### The problem
Here is a block of records. Copy every line in it that includes "edges".

### Data
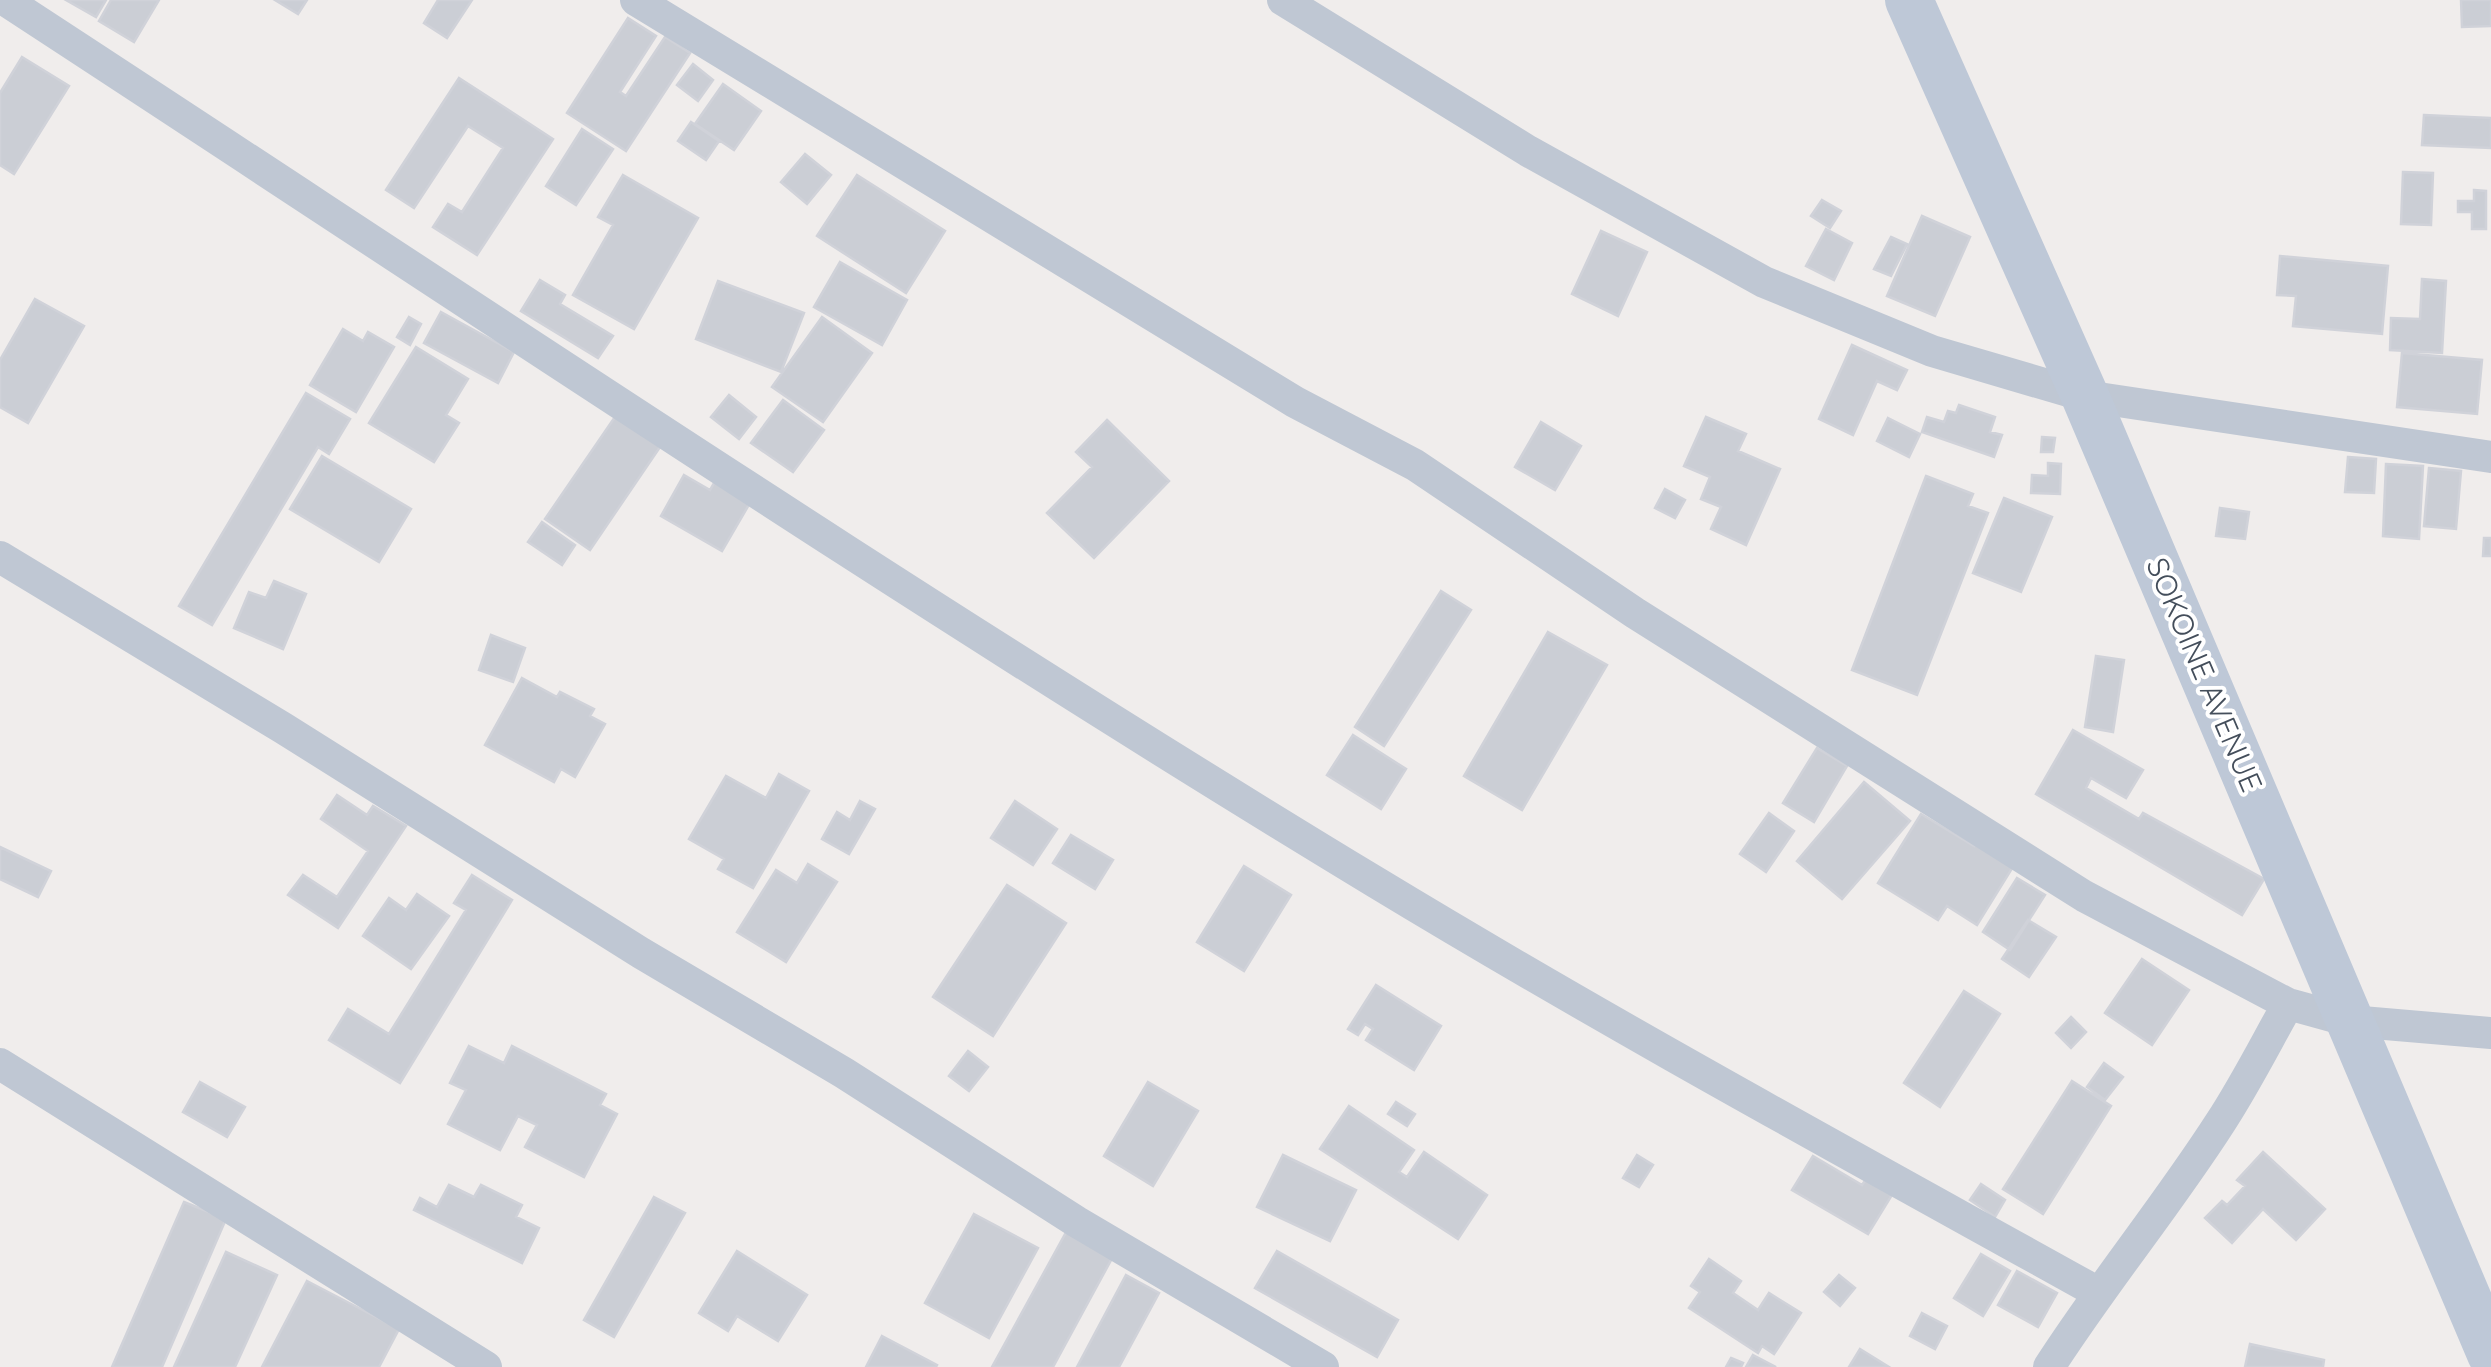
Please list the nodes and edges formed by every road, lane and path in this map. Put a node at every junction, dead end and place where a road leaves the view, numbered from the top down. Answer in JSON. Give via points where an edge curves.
{"nodes":[{"id":1,"x":4,"y":0,"type":"edge"},
{"id":2,"x":636,"y":0,"type":"edge"},
{"id":3,"x":1283,"y":0,"type":"edge"},
{"id":4,"x":1909,"y":0,"type":"edge"},
{"id":5,"x":2085,"y":396,"type":"junction"},
{"id":6,"x":2491,"y":457,"type":"edge"},
{"id":7,"x":0,"y":557,"type":"edge"},
{"id":8,"x":2288,"y":1004,"type":"junction"},
{"id":9,"x":2350,"y":1022,"type":"junction"},
{"id":10,"x":2491,"y":1033,"type":"edge"},
{"id":11,"x":0,"y":1064,"type":"edge"},
{"id":12,"x":2097,"y":1292,"type":"junction"},
{"id":13,"x":2491,"y":1354,"type":"edge"},
{"id":14,"x":486,"y":1367,"type":"edge"},
{"id":15,"x":1323,"y":1367,"type":"edge"},
{"id":16,"x":2049,"y":1367,"type":"edge"}],
"edges":[{"from":1,"to":12,"type":"street","via":[[788,515],[1344,862],[1593,1012]]},
{"from":2,"to":8,"type":"street","via":[[1295,402],[1415,465],[2084,896]]},
{"from":3,"to":5,"type":"street","via":[[1528,151],[1764,282],[1932,350]]},
{"from":4,"to":5,"type":"street","name":"SOKOINE AVENUE"},
{"from":5,"to":6,"type":"street"},
{"from":5,"to":9,"type":"street","name":"SOKOINE AVENUE"},
{"from":7,"to":15,"type":"street"},
{"from":8,"to":9,"type":"street"},
{"from":8,"to":12,"type":"street","via":[[2222,1121]]},
{"from":9,"to":10,"type":"street"},
{"from":9,"to":13,"type":"street","name":"SOKOINE AVENUE"},
{"from":11,"to":14,"type":"street"},
{"from":12,"to":16,"type":"street"}]}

### Answer
Please list the nodes and edges formed by every road, lane and path in this map. Put a node at every junction, dead end and place where a road leaves the view, numbered from the top down. Answer in JSON. Give via points where an edge curves.
"edges":[{"from":1,"to":12,"type":"street","via":[[788,515],[1344,862],[1593,1012]]},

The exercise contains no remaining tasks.